DATA IN THIS EXERCISE Block Start

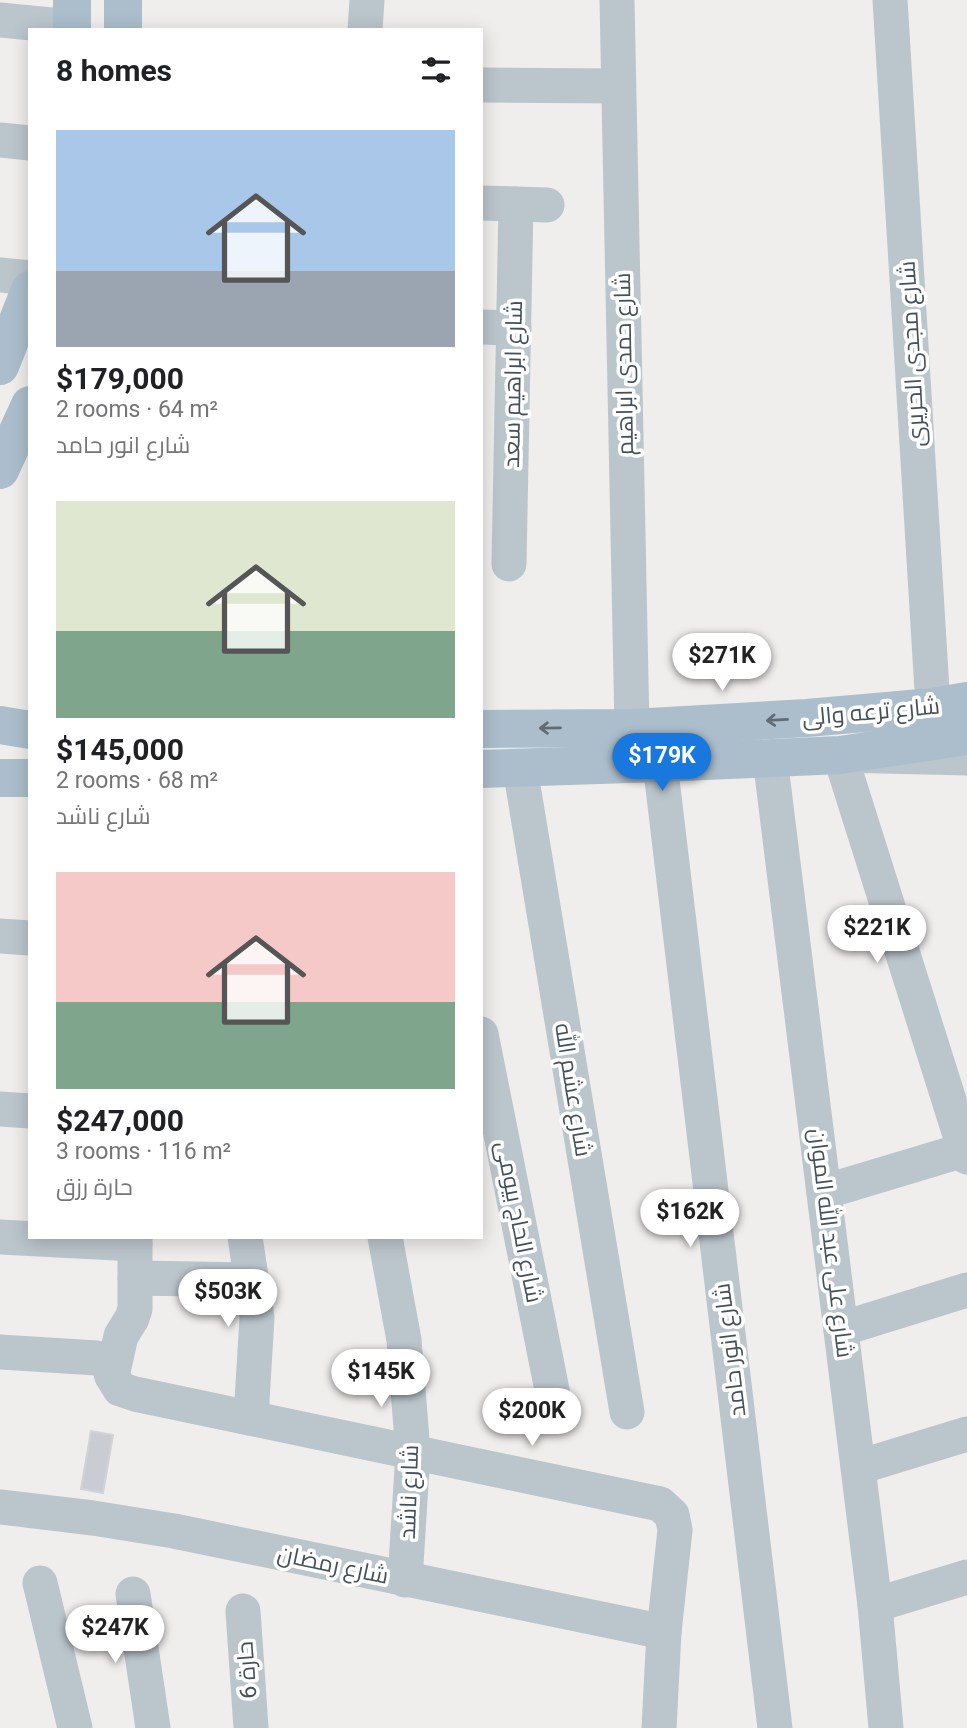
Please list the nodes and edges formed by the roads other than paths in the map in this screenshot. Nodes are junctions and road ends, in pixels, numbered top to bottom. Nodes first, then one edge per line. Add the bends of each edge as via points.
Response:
1 (123, 0) edge
2 (367, 0) edge
3 (617, 0) edge
4 (890, 0) edge
5 (72, 19) edge
6 (0, 20) edge
7 (123, 28) edge
8 (365, 28) edge
9 (483, 85) edge
10 (618, 86) junction
11 (0, 140) edge
12 (28, 143) edge
13 (483, 203) edge
14 (0, 275) edge
15 (28, 278) edge
16 (28, 295) edge
17 (498, 328) edge
18 (0, 366) edge
19 (28, 409) edge
20 (4, 463) edge
21 (496, 486) edge
22 (0, 499) edge
23 (509, 564) dead end
24 (950, 704) edge
25 (0, 725) edge
26 (632, 728) junction
27 (483, 729) edge
28 (28, 730) edge
29 (967, 736) edge
30 (840, 755) junction
31 (770, 758) junction
32 (967, 758) edge
33 (660, 763) junction
34 (520, 768) junction
35 (483, 769) edge
36 (0, 778) edge
37 (28, 778) edge
38 (0, 936) edge
39 (28, 939) edge
40 (483, 1044) edge
41 (0, 1109) edge
42 (28, 1111) edge
43 (966, 1154) edge
44 (824, 1192) junction
45 (0, 1237) edge
46 (28, 1238) edge
47 (90, 1239) edge
48 (245, 1239) edge
49 (385, 1239) edge
50 (135, 1240) edge
51 (135, 1278) junction
52 (252, 1280) junction
53 (967, 1290) edge
54 (841, 1329) junction
55 (0, 1352) edge
56 (112, 1376) junction
57 (556, 1410) dead end
58 (627, 1412) dead end
59 (251, 1418) junction
60 (967, 1434) edge
61 (413, 1452) junction
62 (859, 1467) junction
63 (0, 1507) edge
64 (967, 1577) edge
65 (405, 1580) junction
66 (40, 1583) dead end
67 (133, 1594) dead end
68 (875, 1605) junction
69 (243, 1611) dead end
70 (664, 1632) junction
71 (75, 1728) edge
72 (153, 1728) edge
73 (251, 1728) edge
74 (659, 1728) edge
75 (775, 1728) edge
76 (886, 1728) edge

1 - 7 main road
2 - 8 street
3 - 10 street, شارع حمدى ابراهيم
4 - 24 street, شارع مجدى الحريرى
5 - 6 street
9 - 10 street
10 - 26 street, شارع حمدى ابراهيم
11 - 12 street
13 - 17 street, شارع ابراهيم سعد via 532,205
14 - 15 street
16 - 18 main road
17 - 21 street, شارع ابراهيم سعد
19 - 20 main road
20 - 22 main road
21 - 23 street, شارع ابراهيم سعد
24 -> 26 main road, شارع ترعه والى via 807,719
25 - 28 main road
26 -> 27 main road, شارع ترعه والى
29 - 30 main road
30 - 31 main road, شارع ترعه والى
30 - 32 street, شارع ترعه والى
30 - 43 street
31 - 33 main road, شارع ترعه والى
31 - 44 street, شارع على عبد الله الموان
33 - 34 main road, شارع ترعه والى
33 - 75 street, شارع انور حامد
34 - 35 main road, شارع ترعه والى
34 - 58 street, شارع عشم الله
36 - 37 main road
38 - 39 street
40 - 57 street, شارع الحاج بيومى
41 - 42 street
43 - 44 street
44 - 54 street, شارع على عبد الله الموان
45 - 46 street
47 - 50 street
48 - 52 street
49 - 61 street, شارع ناشد via 404,1340
50 - 51 street
51 - 52 street
51 - 56 street via 135,1309 121,1336
52 - 59 street via 257,1317
53 - 54 street
54 - 62 street, شارع على عبد الله الموان
55 - 56 street via 97,1358 108,1364
56 - 59 street via 120,1389 135,1394
59 - 61 street
60 - 62 street
61 - 65 street, شارع ناشد
61 - 70 street via 660,1504 672,1514 675,1530
62 - 68 street, شارع على عبد الله الموان
63 - 65 street, شارع رمضان via 174,1531
64 - 68 street
65 - 70 street, شارع رمضان
66 - 71 street
67 - 72 street
68 - 76 street, شارع على عبد الله الموان
69 - 73 street, حارة 6
70 - 74 street

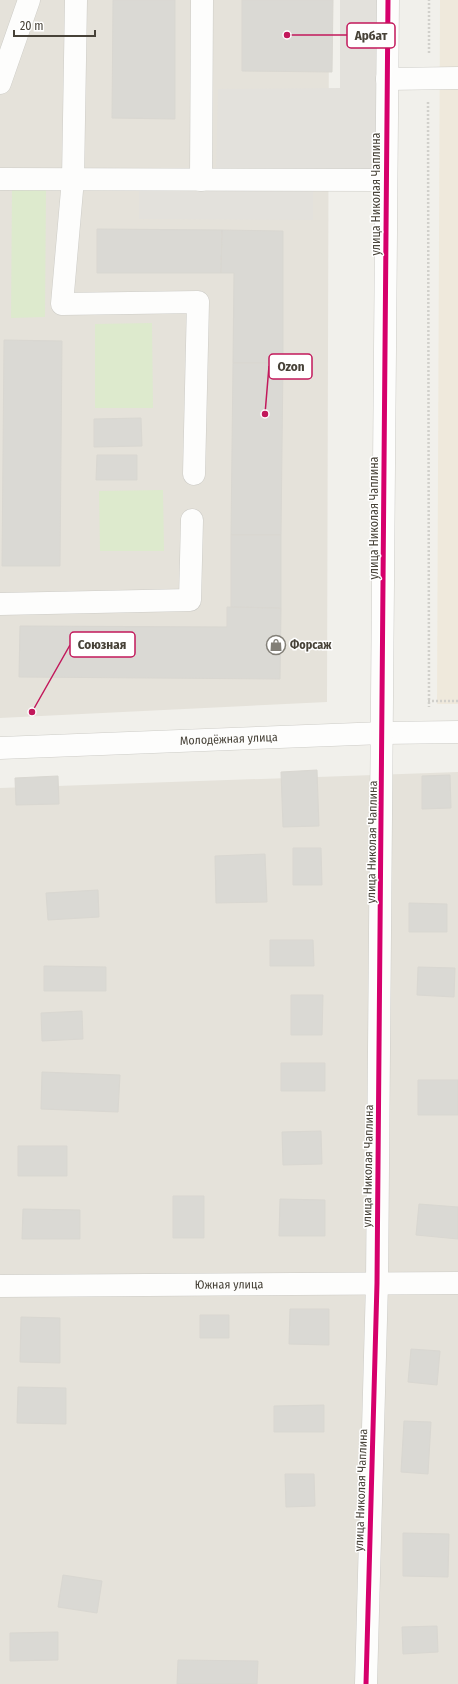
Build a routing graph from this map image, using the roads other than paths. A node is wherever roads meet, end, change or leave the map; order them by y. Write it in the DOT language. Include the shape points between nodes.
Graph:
graph roads {
  1 [pos="29,0"];
  2 [pos="76,0"];
  3 [pos="202,0"];
  4 [pos="388,0"];
  5 [pos="458,78"];
  6 [pos="387,79"];
  7 [pos="0,83"];
  8 [pos="0,179"];
  9 [pos="73,180"];
  10 [pos="200,180"];
  11 [pos="386,180"];
  12 [pos="194,474"];
  13 [pos="192,520"];
  14 [pos="0,604"];
  15 [pos="458,732"];
  16 [pos="383,733"];
  17 [pos="0,748"];
  18 [pos="377,1283"];
  19 [pos="458,1283"];
  20 [pos="0,1286"];
  21 [pos="366,1684"];
  1 -- 7 [label="street"];
  2 -- 9 [label="street"];
  3 -- 10 [label="street"];
  4 -- 6 [label="street, улица Николая Чаплина"];
  5 -- 6 [label="street"];
  6 -- 11 [label="street, улица Николая Чаплина"];
  8 -- 9 [label="street"];
  9 -- 10 [label="street"];
  9 -- 12 [label="street" via="62,304 198,302"];
  10 -- 11 [label="street"];
  11 -- 16 [label="street, улица Николая Чаплина"];
  13 -- 14 [label="street" via="190,600"];
  15 -- 16 [label="street, Молодёжная улица"];
  16 -- 17 [label="street, Молодёжная улица"];
  16 -- 18 [label="street, улица Николая Чаплина"];
  18 -- 19 [label="street, Южная улица"];
  18 -- 20 [label="street, Южная улица"];
  18 -- 21 [label="street, улица Николая Чаплина"];
}
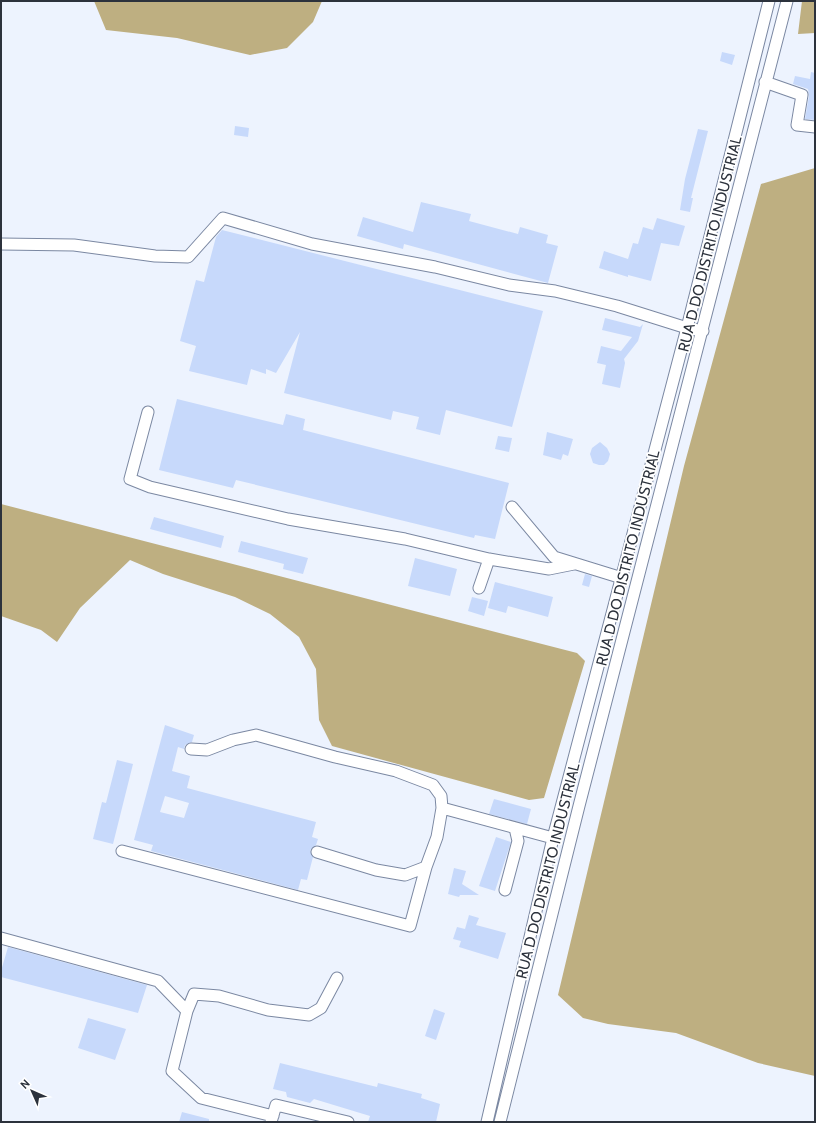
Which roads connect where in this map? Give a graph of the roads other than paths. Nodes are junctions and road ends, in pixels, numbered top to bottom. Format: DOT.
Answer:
graph roads {
  1 [pos="769,1"];
  2 [pos="787,1"];
  3 [pos="766,82"];
  4 [pos="815,128"];
  5 [pos="1,244"];
  6 [pos="687,328"];
  7 [pos="703,331"];
  8 [pos="148,412"];
  9 [pos="512,507"];
  10 [pos="488,559"];
  11 [pos="574,564"];
  12 [pos="622,578"];
  13 [pos="479,588"];
  14 [pos="191,749"];
  15 [pos="442,808"];
  16 [pos="515,828"];
  17 [pos="553,838"];
  18 [pos="122,851"];
  19 [pos="317,852"];
  20 [pos="426,866"];
  21 [pos="505,890"];
  22 [pos="1,938"];
  23 [pos="337,978"];
  24 [pos="187,1011"];
  25 [pos="272,1119"];
  26 [pos="348,1122"];
  27 [pos="488,1122"];
  28 [pos="500,1122"];
  1 -- 6 [label="street, RUA D DO DISTRITO INDUSTRIAL"];
  2 -- 3 [label="street, RUA D DO DISTRITO INDUSTRIAL"];
  3 -- 4 [label="street"];
  3 -- 7 [label="street, RUA D DO DISTRITO INDUSTRIAL"];
  5 -- 6 [label="street"];
  6 -- 7 [label="street"];
  6 -- 12 [label="street, RUA D DO DISTRITO INDUSTRIAL"];
  7 -- 28 [label="street, RUA D DO DISTRITO INDUSTRIAL"];
  8 -- 10 [label="street"];
  9 -- 11 [label="street"];
  10 -- 11 [label="street"];
  10 -- 13 [label="street"];
  11 -- 12 [label="street"];
  12 -- 17 [label="street, RUA D DO DISTRITO INDUSTRIAL"];
  14 -- 15 [label="street"];
  15 -- 16 [label="street"];
  15 -- 20 [label="street"];
  16 -- 17 [label="street"];
  16 -- 21 [label="street"];
  17 -- 27 [label="street, RUA D DO DISTRITO INDUSTRIAL"];
  18 -- 20 [label="street"];
  19 -- 20 [label="street"];
  22 -- 24 [label="street"];
  23 -- 24 [label="street"];
  24 -- 25 [label="street"];
  25 -- 26 [label="street"];
}
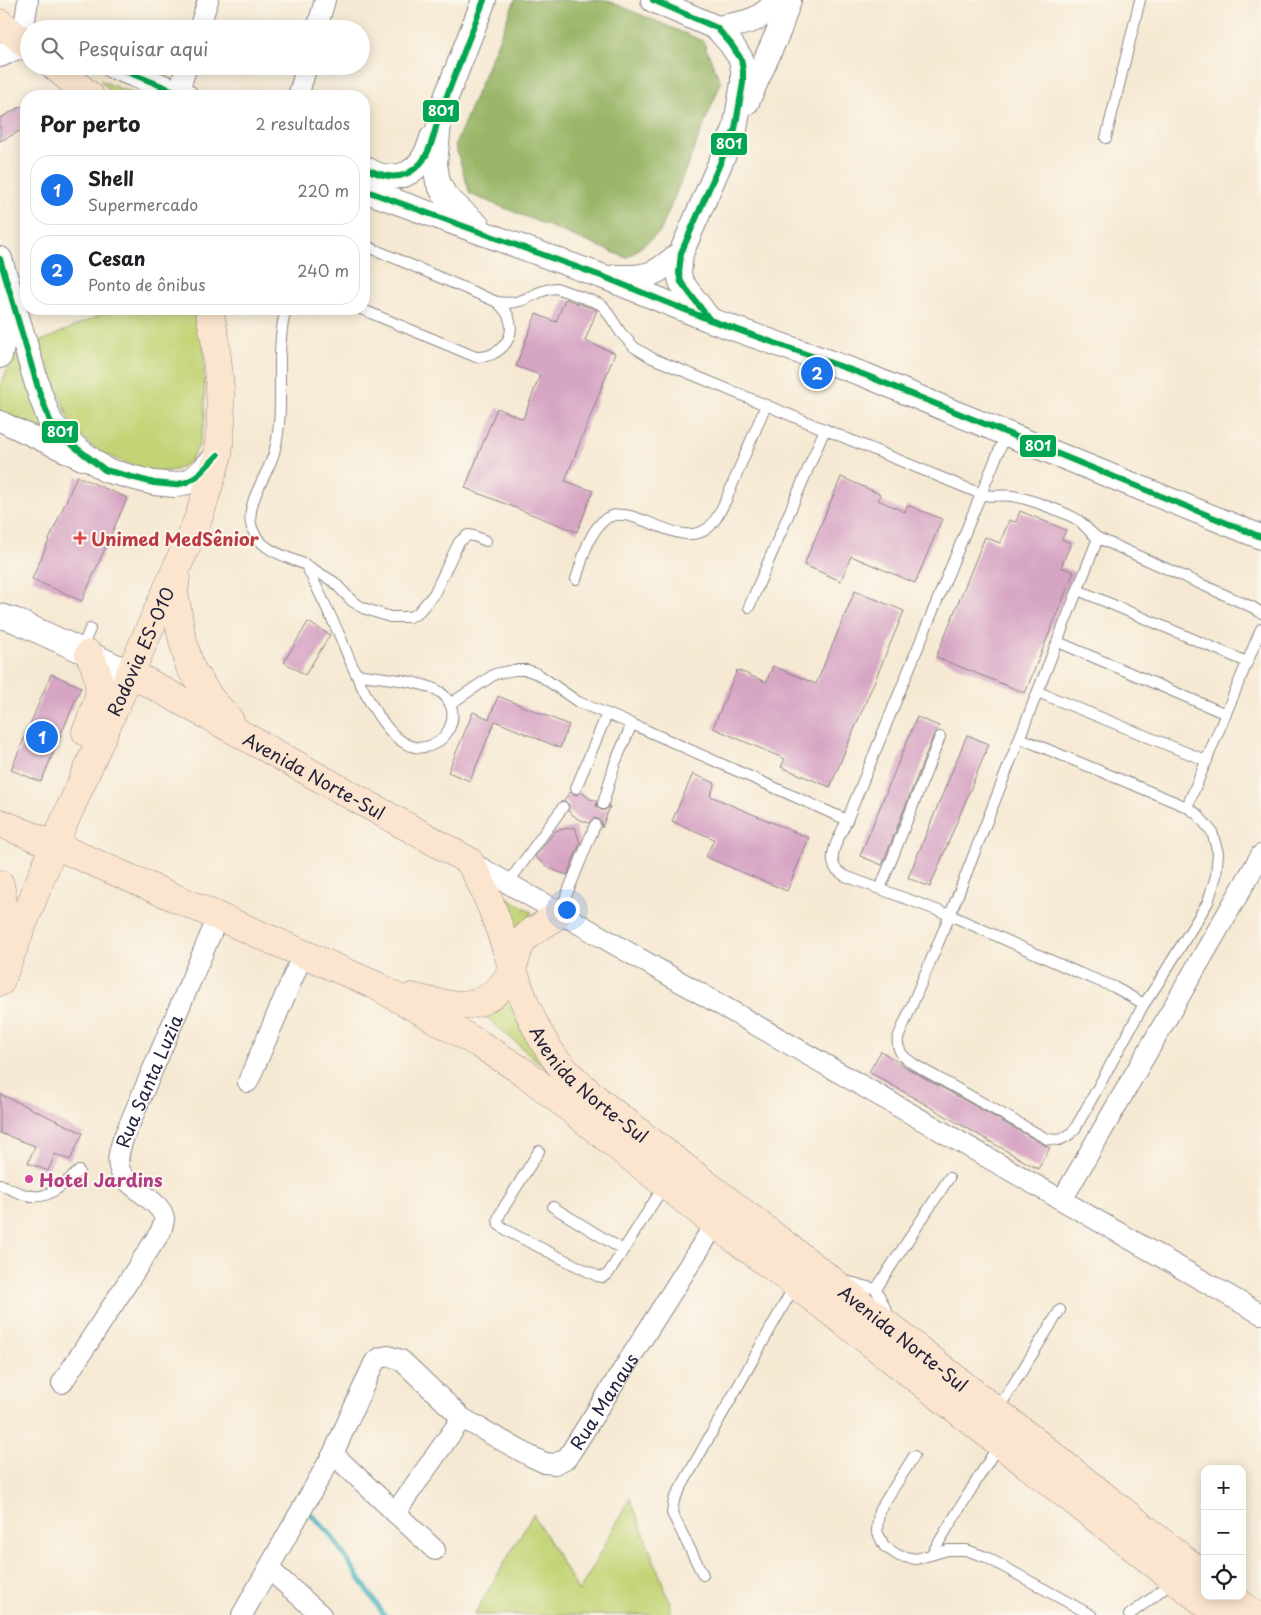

DATA IN THIS EXERCISE Block End

• **WHAT YOU WILL DO**: Which lines of the records above contain the word "والى"? Show each of them.

• **RESULT FOR THIS TASK**:
24 -> 26 main road, شارع ترعه والى via 807,719
26 -> 27 main road, شارع ترعه والى
30 - 31 main road, شارع ترعه والى
30 - 32 street, شارع ترعه والى
31 - 33 main road, شارع ترعه والى
33 - 34 main road, شارع ترعه والى
34 - 35 main road, شارع ترعه والى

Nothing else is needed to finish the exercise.